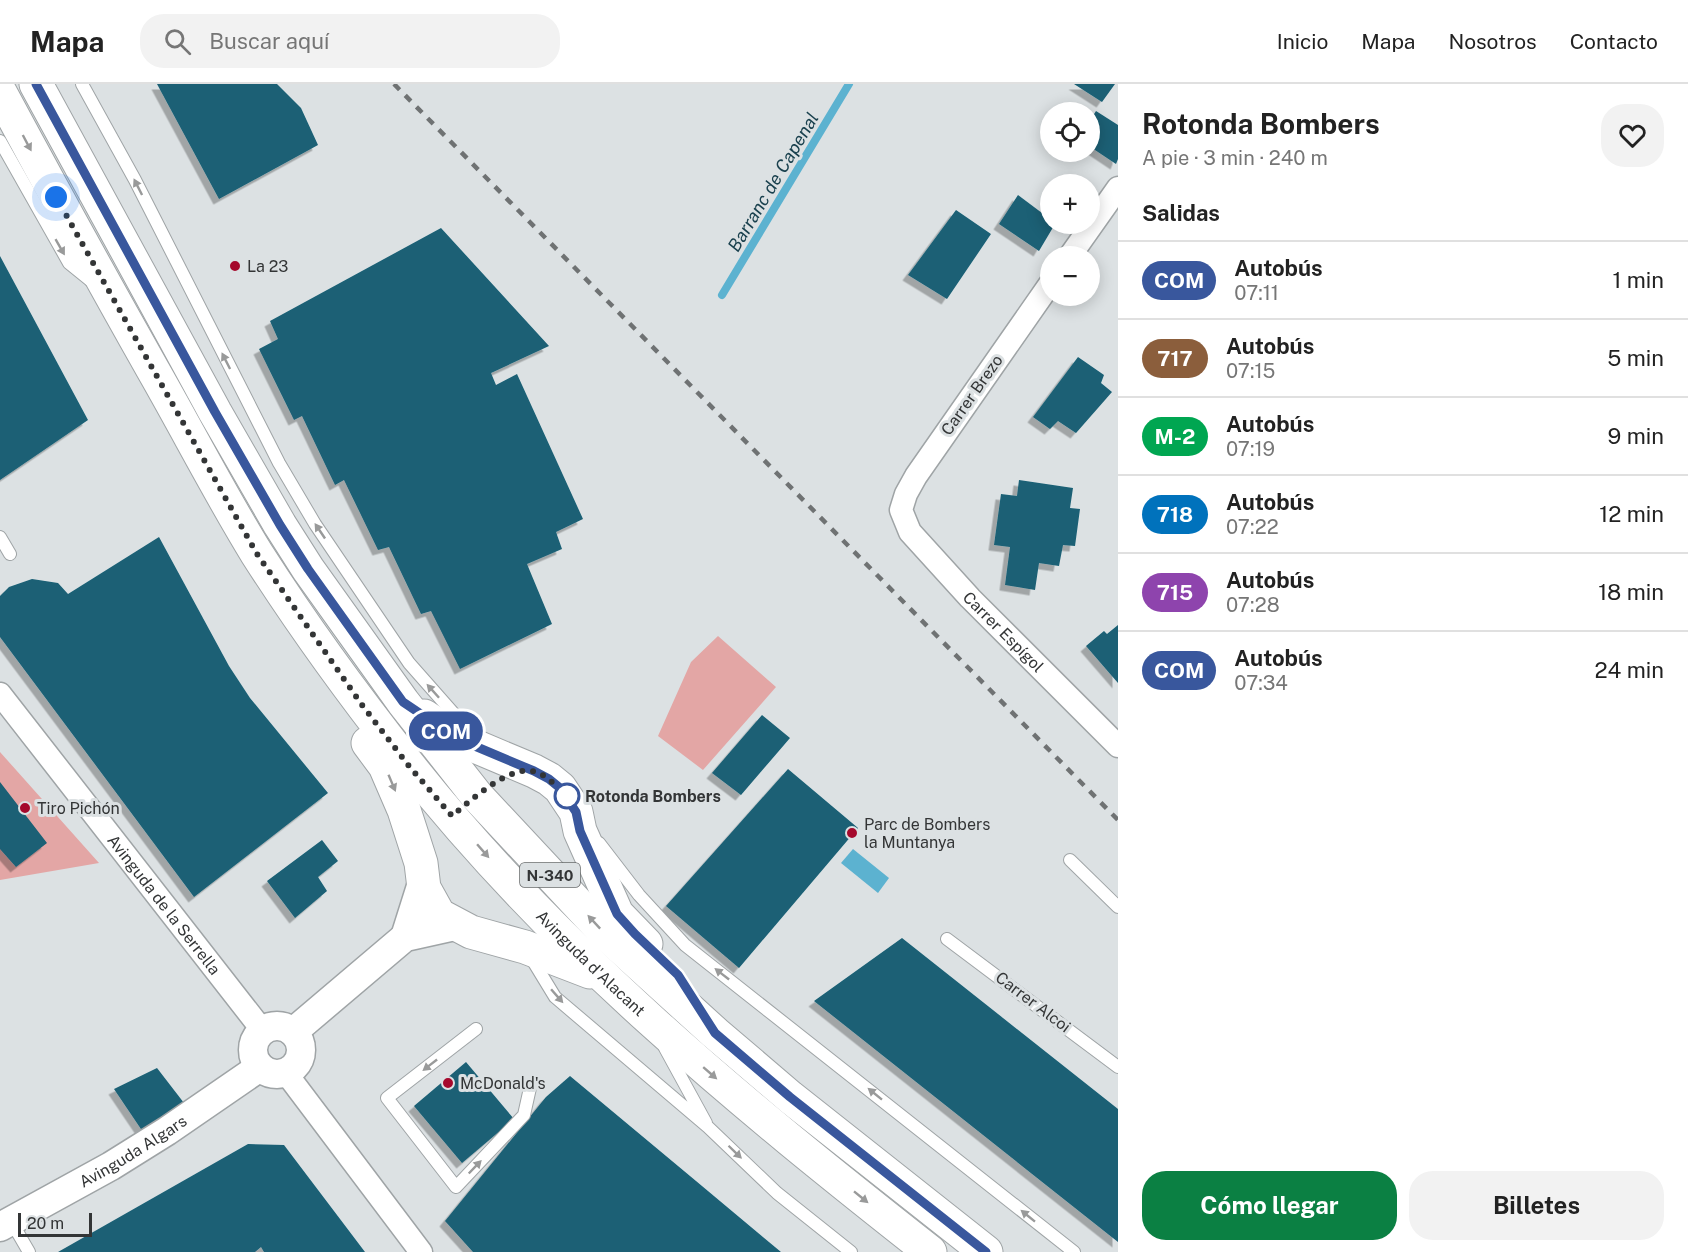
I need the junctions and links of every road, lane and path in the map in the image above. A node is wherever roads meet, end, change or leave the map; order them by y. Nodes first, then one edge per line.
1 (36, 84) edge
2 (82, 84) edge
3 (0, 92) edge
4 (0, 141) edge
5 (1118, 188) edge
6 (1077, 246) edge
7 (112, 297) junction
8 (1040, 298) edge
9 (901, 510) joint
10 (0, 537) edge
11 (10, 554) dead end
12 (257, 554) junction
13 (0, 694) edge
14 (403, 702) junction
15 (1118, 746) edge
16 (486, 750) junction
17 (534, 771) junction
18 (464, 806) junction
19 (578, 821) junction
20 (1070, 860) dead end
21 (422, 871) junction
22 (556, 881) junction
23 (531, 905) junction
24 (1118, 907) edge
25 (465, 928) junction
26 (405, 938) junction
27 (947, 939) dead end
28 (525, 947) junction
29 (604, 978) junction
30 (651, 1021) junction
31 (476, 1029) dead end
32 (263, 1031) junction
33 (293, 1032) junction
34 (715, 1033) junction
35 (1118, 1067) edge
36 (273, 1070) junction
37 (530, 1088) dead end
38 (708, 1127) junction
39 (6, 1224) edge
40 (29, 1252) edge
41 (422, 1252) edge
42 (851, 1252) edge
43 (930, 1252) edge
44 (986, 1252) edge
45 (1074, 1252) edge

1 - 14 main road, Avinguda d'Alacant / N-340
16 -> 2 lane
3 -> 7 main road, Avinguda d'Alacant / N-340
4 -> 7 lane
5 - 6 street
7 - 12 main road, Avinguda d'Alacant / N-340
8 - 9 street, Carrer Brezo
9 - 15 street, Carrer Espígol
10 - 11 lane
12 - 18 main road, Avinguda d'Alacant / N-340
12 -> 21 main road
13 - 32 street, Avinguda de la Serrella
14 - 16 main road
14 - 18 main road, Avinguda d'Alacant / N-340
16 - 17 main road
17 - 18 main road
17 - 19 main road
18 - 21 main road
18 - 22 main road, Avinguda d'Alacant / N-340
18 -> 23 main road, Avinguda d'Alacant / N-340
19 - 22 main road
19 - 34 main road
45 -> 19 lane
20 - 24 lane
21 - 25 main road
21 - 26 street
22 - 23 main road
34 -> 22 main road, Avinguda d'Alacant / N-340
23 - 25 main road
23 - 29 main road, Avinguda d'Alacant / N-340
25 - 26 street
25 - 28 main road
26 - 33 street
27 - 35 lane, Carrer Alcoi
28 - 29 main road
28 -> 38 lane
29 - 30 main road, Avinguda d'Alacant / N-340
30 - 38 lane
30 -> 43 main road, Avinguda d'Alacant / N-340
31 -> 37 lane
32 - 33 street
32 - 36 street
33 - 36 street
34 - 44 main road, Avinguda d'Alacant / N-340
36 - 39 street, Avinguda Algars
36 - 41 street
38 -> 42 lane
39 - 40 lane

□ □ □ □ □

> Action item
Check each line of the listing above for the string "street". Report only how many have it.

> Answer space
12